When your AI agent pushes code to GitHub, whose name is on the commit? When it sends an email, whose inbox does the reply go to? If the answer is "yours" — you're doing it wrong.
The Identity Problem
Most people set up their AI agent using their own accounts. Their GitHub, their email, their API keys. It's the path of least resistance — everything just works because the credentials are already there.
But here's what happens: your agent makes a git commit, and your name is on it. Someone replies to an email your agent sent, and it lands in your personal inbox. A third-party service rate-limits your API key because the agent was too aggressive, and now you're locked out.
The agent isn't you. It shouldn't pretend to be.
Give It Its Own Everything
I set up my agent with dedicated accounts across the board:
- Email — A separate Gmail account. The agent receives notifications here, sends messages from here, and its password resets go here. Clean separation.

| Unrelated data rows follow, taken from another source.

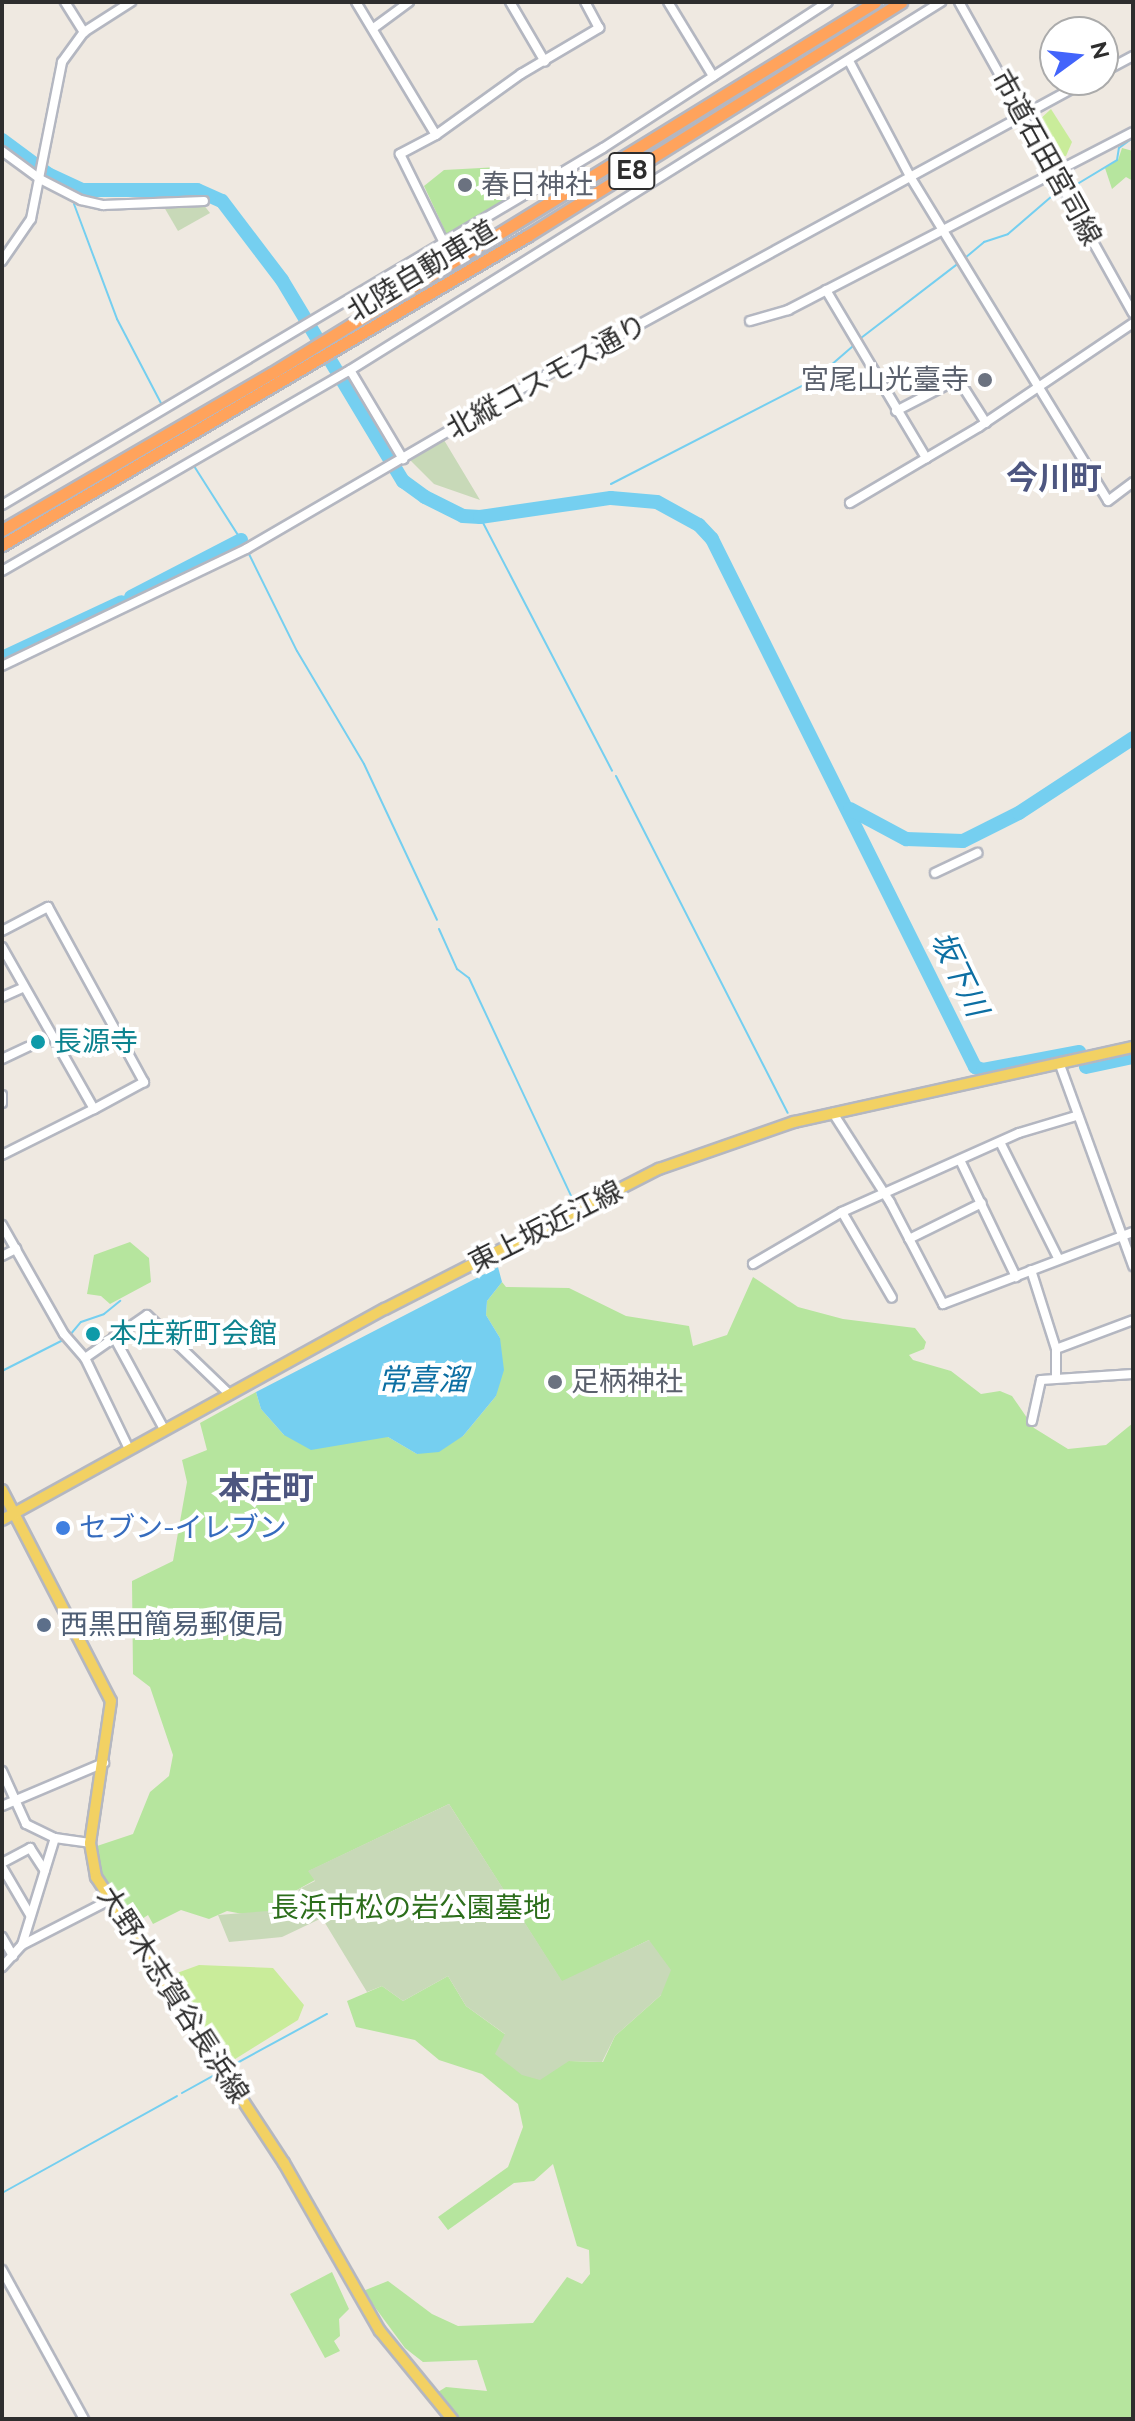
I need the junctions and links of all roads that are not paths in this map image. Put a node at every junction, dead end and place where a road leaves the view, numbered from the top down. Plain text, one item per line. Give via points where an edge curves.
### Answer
1 (65, 2) edge
2 (131, 2) edge
3 (356, 2) edge
4 (409, 2) edge
5 (510, 2) edge
6 (585, 2) edge
7 (668, 2) edge
8 (828, 2) edge
9 (875, 2) edge
10 (901, 2) edge
11 (941, 2) edge
12 (959, 2) edge
13 (375, 27) junction
14 (84, 32) junction
15 (849, 61) junction
16 (545, 62) junction
17 (713, 76) junction
18 (1059, 96) edge
19 (1025, 115) junction
20 (1133, 132) edge
21 (436, 135) junction
22 (2, 151) edge
23 (1055, 173) junction
24 (40, 177) junction
25 (911, 178) junction
26 (204, 201) dead end
27 (943, 230) junction
28 (444, 243) junction
29 (2, 261) edge
30 (826, 290) junction
31 (1133, 313) edge
32 (750, 321) dead end
33 (1133, 323) edge
34 (348, 371) junction
35 (1037, 387) junction
36 (896, 411) junction
37 (986, 423) junction
38 (926, 458) junction
39 (401, 459) junction
40 (1133, 482) edge
41 (850, 503) dead end
42 (2, 505) edge
43 (2, 530) edge
44 (2, 545) edge
45 (2, 571) edge
46 (2, 666) edge
47 (977, 853) dead end
48 (935, 873) dead end
49 (2, 931) edge
50 (2, 947) edge
51 (22, 988) junction
52 (2, 997) edge
53 (28, 1047) dead end
54 (1133, 1047) edge
55 (2, 1059) edge
56 (1060, 1065) junction
57 (2, 1095) edge
58 (2, 1103) edge
59 (94, 1109) junction
60 (833, 1113) junction
61 (1076, 1116) junction
62 (1000, 1142) junction
63 (2, 1155) edge
64 (960, 1160) junction
65 (885, 1196) junction
66 (982, 1203) junction
67 (842, 1212) junction
68 (2, 1225) edge
69 (1133, 1232) edge
70 (1123, 1235) junction
71 (909, 1239) junction
72 (16, 1249) junction
73 (2, 1256) edge
74 (1058, 1258) junction
75 (753, 1264) dead end
76 (1133, 1266) edge
77 (1031, 1270) junction
78 (1016, 1277) junction
79 (892, 1298) dead end
80 (1133, 1320) edge
81 (114, 1337) junction
82 (1056, 1349) junction
83 (85, 1358) junction
84 (1133, 1374) edge
85 (1056, 1376) junction
86 (230, 1395) junction
87 (1032, 1421) dead end
88 (164, 1429) junction
89 (128, 1447) junction
90 (2, 1490) edge
91 (13, 1514) junction
92 (2, 1520) edge
93 (104, 1763) junction
94 (2, 1771) edge
95 (16, 1797) junction
96 (2, 1806) edge
97 (55, 1838) junction
98 (90, 1843) junction
99 (2, 1865) edge
100 (45, 1871) junction
101 (108, 1901) junction
102 (30, 1915) junction
103 (2, 1937) edge
104 (22, 1945) junction
105 (13, 1956) junction
106 (2, 1967) edge
107 (2, 2270) edge
108 (84, 2419) edge
109 (452, 2419) edge

1 - 14 street
2 - 14 street
3 - 13 street
4 - 13 street
5 - 16 street
6 - 16 street via 599,28
7 - 17 street
8 - 17 street
9 - 43 highway, 北陸自動車道 / E8 via 272,373
10 - 44 highway, 北陸自動車道 / E8 via 361,336
11 - 15 street
12 - 19 street, 市道石田宮司線
13 - 21 street
14 - 24 street via 58,74
15 - 25 street
15 - 34 street
16 - 21 street
17 - 28 street
18 - 19 street, 北縦コスモス通り
19 - 23 street, 市道石田宮司線
19 - 25 street, 北縦コスモス通り
20 - 23 street
21 - 28 street via 400,154
22 - 24 street
23 - 27 street
23 - 31 street, 市道石田宮司線
24 - 26 street via 66,195 103,205
24 - 29 street via 31,219
25 - 27 street
25 - 39 street, 北縦コスモス通り
27 - 30 street
27 - 35 street
28 - 42 street
30 - 32 street
30 - 36 street
33 - 35 street
34 - 39 street
34 - 45 street
35 - 37 street
35 - 40 street via 1108,501
36 - 37 street via 958,379
36 - 38 street
37 - 38 street
38 - 41 street
39 - 46 street, 北縦コスモス通り via 246,549
47 - 48 street
49 - 59 street via 48,907 144,1082
50 - 51 street
51 - 52 street
51 - 59 street
53 - 55 street
54 - 56 main road, 東上坂近江線
56 - 60 main road, 東上坂近江線
56 - 61 street
57 - 58 street
59 - 63 street
60 - 65 street
60 - 86 main road, 東上坂近江線 via 764,1130 659,1169
61 - 62 street
61 - 70 street
62 - 64 street
62 - 74 street
64 - 65 street
64 - 66 street
65 - 67 street
65 - 71 street
66 - 71 street
66 - 78 street
67 - 75 street
67 - 79 street
68 - 72 street
69 - 70 street
70 - 74 street
70 - 76 street
71 - 78 street via 943,1304
72 - 73 street
72 - 83 street via 64,1334
74 - 77 street
77 - 78 street
77 - 82 street
80 - 82 street
81 - 83 street
81 - 86 street via 147,1315
81 - 88 street
82 - 85 street
83 - 89 street
84 - 85 street
85 - 87 street via 1041,1380
86 - 88 main road, 東上坂近江線
88 - 89 main road, 東上坂近江線
89 - 91 main road, 東上坂近江線
90 - 91 main road, 大野木志賀谷長浜線
91 - 92 main road, 東上坂近江線
91 - 93 main road, 大野木志賀谷長浜線 via 111,1701
93 - 95 street
93 - 98 main road, 大野木志賀谷長浜線
94 - 95 street
95 - 96 street
95 - 97 street via 14,1803 31,1829
97 - 98 street
97 - 100 street
98 - 101 main road, 大野木志賀谷長浜線 via 96,1877
99 - 100 street via 30,1848
99 - 102 street
100 - 102 street
101 - 104 street
101 - 109 main road, 大野木志賀谷長浜線 via 284,2163 380,2331
102 - 104 street
103 - 105 street
104 - 105 street
105 - 106 street
107 - 108 street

- GitHub — Its own GitHub account. When it opens PRs or pushes commits, the authorship is clear. Code review is easier because you can immediately tell what the agent wrote vs what you wrote.
- OS user — A dedicated Linux user on the server. The agent's file access is confined to its home directory. It can't read your SSH keys, your browser history, or your personal files.
- API keys — Separate keys for every service. If a key gets compromised or rate-limited, only the agent is affected.
Why This Matters for Security
Identity separation isn't just organizational hygiene — it's a security boundary. If the agent's account is compromised (through prompt injection, misconfiguration, or a bug), the blast radius is limited to the agent's permissions. Your personal accounts stay untouched.
The OS user is particularly important. A dedicated user means you can use standard Linux permissions to control what the agent can access. No sudo. No access to system directories. No ability to read other users' files. The security boundary is enforced by the kernel, not by the AI's good behavior.
Why This Matters for Accountability
When everything the agent does is attributed to its own identity, you get a clear audit trail. Git blame shows which commits are human and which are agent-generated. Email threads clearly show when the agent responded vs when you did. API logs separate your usage from the agent's usage.
This matters for teams. If you're collaborating with other people, they should know when they're interacting with your agent vs interacting with you. Transparency builds trust.
The Setup Cost Is Minimal
Creating a new email takes two minutes. A new GitHub account takes five. A new Linux user takes one command. API keys are usually free to generate. The total investment is maybe 30 minutes — and it saves you from a tangled mess of shared identity down the road.
Think of it this way: you wouldn't give a new employee your personal login credentials. Your AI agent deserves the same treatment. It's a separate entity doing separate work — let it have its own identity.
Your agent isn't an extension of you. It's a collaborator. Give it its own seat at the table.